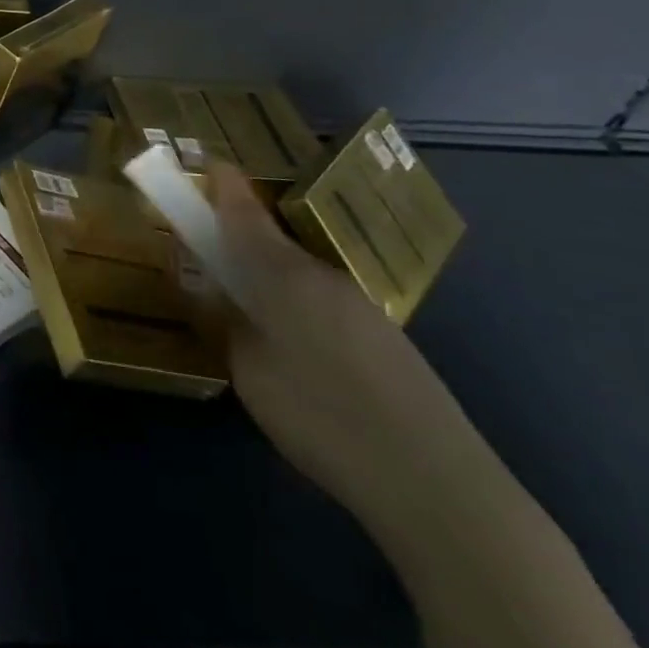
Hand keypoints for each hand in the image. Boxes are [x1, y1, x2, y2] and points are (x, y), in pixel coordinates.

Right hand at [204, 164, 484, 533]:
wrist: (439, 484)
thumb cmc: (323, 417)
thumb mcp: (251, 373)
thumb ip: (230, 327)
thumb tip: (226, 303)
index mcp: (284, 277)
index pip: (244, 217)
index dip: (224, 188)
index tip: (209, 163)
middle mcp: (324, 279)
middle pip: (272, 245)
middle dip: (239, 242)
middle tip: (211, 269)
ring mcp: (361, 308)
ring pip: (299, 278)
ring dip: (269, 281)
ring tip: (253, 326)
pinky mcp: (386, 340)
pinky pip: (324, 305)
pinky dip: (298, 310)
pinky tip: (301, 359)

▶ [Activity] Only the lines from the one containing "ring mcp: (361, 308)" to the end of the data should be printed, exactly as they stand.

▶ [Response for this exercise]
ring mcp: (361, 308)
ring pip: (299, 278)
ring dip: (269, 281)
ring tip: (253, 326)
pinky mcp: (386, 340)
pinky pip: (324, 305)
pinky dip: (298, 310)
pinky tip: (301, 359)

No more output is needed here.